On ne peut rien dire a priori sur le Je. On peut définir une table, un arbre, un autre objet ou un état psychologique et les décrire en termes substantiels. Mais le Je échappe à toute prédiction. Nous pouvons faire des déclarations telles que « Hans est suisse » ou « Laura est une femme homo sapiens sapiens, née en 1981 ». Mais ces affirmations ne se réfèrent pas au Je de ces individus, elles ne font que décrire des déterminations. Le Je n’existe pas en tant que chose. Le langage énonciatif – il en va peut-être autrement dans le langage poétique ou imaginaire – met en évidence cette restriction : tout prédicat que l'on souhaite attribuer au « je » échoue à parler de quoi que ce soit.. Néanmoins, on peut affirmer que le Je existe, car c’est l’activité négative qui constitue la conscience de soi et il se pose lui-même par l’action.
On pourrait dire « je », mais en réalité vouloir dire autre chose. Pensons, par exemple, aux idéologies contemporaines qui, dans leur tentative de remettre en question les conventions sociales perçues comme oppressives ou de combattre les préjugés culturels, réduisent l’identité individuelle à des déterminations générales. Ce phénomène est particulièrement évident dans les mouvements activistes qui se concentrent sur l’orientation sexuelle, le genre ou la race et qui, paradoxalement, occultent précisément l’individualité de ceux qu’ils veulent renforcer. Avec de tels points de vue, on définit et juge principalement les individus par leurs déterminations. On ne dit pas « je suis moi », mais « je suis [race, sexe, orientation sexuelle, nationalité, etc.] » ; les revendications identitaires personnelles prennent donc la forme : « je suis non-moi ». Mais toute revendication de ce type interprète mal la nature du Je. La véritable conscience de soi s’exprime de manière minimale comme « je ne suis pas pas-moi » : je ne suis pas défini par ma race, mon sexe, ma nationalité ou toute autre détermination. Mon identité ne peut pas être réduite à ces déterminations ; au contraire, elle s’enracine dans la liberté que possède le Je de les transcender et d’agir au-delà de celles-ci.

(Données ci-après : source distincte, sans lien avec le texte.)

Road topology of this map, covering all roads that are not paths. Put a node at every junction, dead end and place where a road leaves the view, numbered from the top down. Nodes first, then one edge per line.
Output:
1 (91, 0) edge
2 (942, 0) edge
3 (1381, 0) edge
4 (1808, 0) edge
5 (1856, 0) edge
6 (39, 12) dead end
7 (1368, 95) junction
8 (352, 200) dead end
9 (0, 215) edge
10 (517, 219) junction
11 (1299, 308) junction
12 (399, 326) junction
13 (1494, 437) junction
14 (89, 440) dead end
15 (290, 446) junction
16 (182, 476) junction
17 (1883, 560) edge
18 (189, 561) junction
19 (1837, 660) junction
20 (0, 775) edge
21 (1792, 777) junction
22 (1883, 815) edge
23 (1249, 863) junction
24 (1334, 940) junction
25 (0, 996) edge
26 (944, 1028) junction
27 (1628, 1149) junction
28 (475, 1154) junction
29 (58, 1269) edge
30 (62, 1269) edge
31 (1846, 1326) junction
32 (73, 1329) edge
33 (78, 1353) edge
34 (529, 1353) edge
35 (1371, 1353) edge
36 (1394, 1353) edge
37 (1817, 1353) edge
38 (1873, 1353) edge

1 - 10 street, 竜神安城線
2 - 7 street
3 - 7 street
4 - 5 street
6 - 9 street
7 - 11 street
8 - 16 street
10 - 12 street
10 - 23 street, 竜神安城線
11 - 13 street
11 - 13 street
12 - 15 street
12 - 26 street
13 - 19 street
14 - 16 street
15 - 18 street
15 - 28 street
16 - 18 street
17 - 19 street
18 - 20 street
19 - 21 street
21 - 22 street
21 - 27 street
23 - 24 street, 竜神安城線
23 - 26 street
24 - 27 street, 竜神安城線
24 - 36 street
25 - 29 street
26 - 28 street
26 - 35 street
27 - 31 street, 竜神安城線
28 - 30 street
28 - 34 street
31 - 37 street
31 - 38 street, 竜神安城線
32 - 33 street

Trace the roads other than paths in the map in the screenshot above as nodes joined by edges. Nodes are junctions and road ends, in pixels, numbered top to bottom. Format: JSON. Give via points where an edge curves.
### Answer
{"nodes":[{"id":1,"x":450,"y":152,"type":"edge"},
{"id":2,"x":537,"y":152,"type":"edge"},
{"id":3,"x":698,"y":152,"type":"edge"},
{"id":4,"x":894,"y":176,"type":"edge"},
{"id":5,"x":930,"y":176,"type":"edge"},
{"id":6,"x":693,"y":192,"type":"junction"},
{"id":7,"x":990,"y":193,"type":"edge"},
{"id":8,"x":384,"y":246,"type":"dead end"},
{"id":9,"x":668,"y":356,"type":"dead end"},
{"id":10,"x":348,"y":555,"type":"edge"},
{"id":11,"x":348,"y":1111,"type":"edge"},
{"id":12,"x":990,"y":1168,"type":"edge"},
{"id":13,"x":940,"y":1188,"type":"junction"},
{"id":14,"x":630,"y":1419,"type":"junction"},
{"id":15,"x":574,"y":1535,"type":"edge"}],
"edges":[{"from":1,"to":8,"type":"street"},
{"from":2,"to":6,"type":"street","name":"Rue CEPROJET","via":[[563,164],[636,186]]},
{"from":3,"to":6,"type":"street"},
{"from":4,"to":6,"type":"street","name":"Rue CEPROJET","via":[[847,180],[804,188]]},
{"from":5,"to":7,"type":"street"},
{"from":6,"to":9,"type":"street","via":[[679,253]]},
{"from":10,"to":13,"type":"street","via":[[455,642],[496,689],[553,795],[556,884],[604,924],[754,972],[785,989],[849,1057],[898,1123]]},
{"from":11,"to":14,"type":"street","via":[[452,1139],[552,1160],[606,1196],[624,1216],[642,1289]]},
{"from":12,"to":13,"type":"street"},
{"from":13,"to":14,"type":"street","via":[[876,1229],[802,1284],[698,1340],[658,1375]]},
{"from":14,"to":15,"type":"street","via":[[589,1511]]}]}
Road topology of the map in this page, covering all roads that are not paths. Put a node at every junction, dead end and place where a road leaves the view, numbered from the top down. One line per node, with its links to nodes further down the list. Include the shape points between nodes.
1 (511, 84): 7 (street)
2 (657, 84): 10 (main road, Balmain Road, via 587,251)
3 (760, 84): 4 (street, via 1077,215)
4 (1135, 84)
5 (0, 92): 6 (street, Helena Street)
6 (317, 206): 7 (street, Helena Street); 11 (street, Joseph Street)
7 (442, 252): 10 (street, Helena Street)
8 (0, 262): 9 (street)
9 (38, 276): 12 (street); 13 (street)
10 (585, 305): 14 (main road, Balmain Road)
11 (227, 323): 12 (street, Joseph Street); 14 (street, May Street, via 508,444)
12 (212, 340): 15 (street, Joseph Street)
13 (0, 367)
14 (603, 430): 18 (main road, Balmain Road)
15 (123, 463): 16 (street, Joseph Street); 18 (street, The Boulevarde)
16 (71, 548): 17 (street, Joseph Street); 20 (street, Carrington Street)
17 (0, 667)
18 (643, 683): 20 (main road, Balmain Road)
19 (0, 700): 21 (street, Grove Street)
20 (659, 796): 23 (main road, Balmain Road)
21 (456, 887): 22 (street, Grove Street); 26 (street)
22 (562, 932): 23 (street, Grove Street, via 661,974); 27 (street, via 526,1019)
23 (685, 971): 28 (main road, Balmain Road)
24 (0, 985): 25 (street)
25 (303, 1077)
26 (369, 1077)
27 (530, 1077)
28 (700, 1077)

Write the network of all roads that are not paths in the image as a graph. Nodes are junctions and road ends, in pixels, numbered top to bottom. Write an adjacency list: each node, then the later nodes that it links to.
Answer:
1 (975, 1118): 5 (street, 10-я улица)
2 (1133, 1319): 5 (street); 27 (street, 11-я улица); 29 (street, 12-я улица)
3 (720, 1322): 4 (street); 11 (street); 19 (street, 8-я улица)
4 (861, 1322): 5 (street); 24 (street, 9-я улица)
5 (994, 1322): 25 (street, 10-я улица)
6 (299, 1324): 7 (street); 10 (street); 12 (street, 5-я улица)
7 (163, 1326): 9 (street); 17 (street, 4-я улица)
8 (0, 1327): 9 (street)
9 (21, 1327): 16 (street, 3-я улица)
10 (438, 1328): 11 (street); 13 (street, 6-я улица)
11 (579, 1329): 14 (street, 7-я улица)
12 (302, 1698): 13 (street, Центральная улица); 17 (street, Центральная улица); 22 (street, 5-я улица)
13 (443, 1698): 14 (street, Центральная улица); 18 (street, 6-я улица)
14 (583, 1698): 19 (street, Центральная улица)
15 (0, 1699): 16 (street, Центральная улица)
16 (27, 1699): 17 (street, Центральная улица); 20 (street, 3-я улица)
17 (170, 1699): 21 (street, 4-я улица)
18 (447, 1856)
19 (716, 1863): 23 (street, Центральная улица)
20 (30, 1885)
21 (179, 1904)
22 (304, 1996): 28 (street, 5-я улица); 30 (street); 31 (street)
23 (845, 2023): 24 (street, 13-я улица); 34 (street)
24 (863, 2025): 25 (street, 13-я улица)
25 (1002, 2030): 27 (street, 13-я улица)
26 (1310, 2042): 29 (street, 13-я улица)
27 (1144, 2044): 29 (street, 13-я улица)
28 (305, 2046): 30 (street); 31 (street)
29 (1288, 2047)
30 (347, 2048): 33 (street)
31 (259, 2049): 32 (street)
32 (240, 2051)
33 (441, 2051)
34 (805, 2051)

Je perçois clairement que, pour Steiner, la négation active de l’identité extérieure est cruciale pour comprendre la liberté, même s’il ne l’exprime pas en ces termes. Max Stirner, le philosophe de l’égoïsme du XIXe siècle ayant influencé la première pensée philosophique de Steiner, a décrit ouvertement la négativité du Je : « Si Dieu, si l'humanité, comme vous l'affirmez, ont suffisamment de substance en eux pour être tout en tout, alors je sens que cela me manquera encore moins et que je n'aurai pas à me plaindre de mon « vide ». Je ne suis [pas] rien au sens du vide, mais le rien créateur, le rien à partir duquel je crée tout en tant que créateur. »1
Détermination par autrui et autodétermination
Le Je n’est pas seulement une relation négative aux déterminations ; il est aussi le fondement de l’autodétermination créative. Ce n’est que dans l’acte libre que le Je se met en scène et devient quelque chose de positif lorsqu’il agit. Une telle action ne résulte pas de l’adhésion à des normes ou à des vertus hétéronomes, mais de motivations autonomes (j’entends par « hétéronome » une action qui est déterminée de l’extérieur du Je, donc par autrui, et par « autonome » une action qui est déterminée par le Je, donc autodéterminée). Comme l’hétéronomie de la volonté se déguise fréquemment en vertu et cache la vraie nature du Je, on croit souvent agir librement, même si l’action est hétéronome et donc, non libre. L’enfer est pavé de bonnes intentions. Les principes éthiques ou les valeurs que nous reconnaissons dans une action véritablement libre sont des propriétés émergentes de l’activité créatrice du Je et ne résultent pas de principes éthiques prédéterminés.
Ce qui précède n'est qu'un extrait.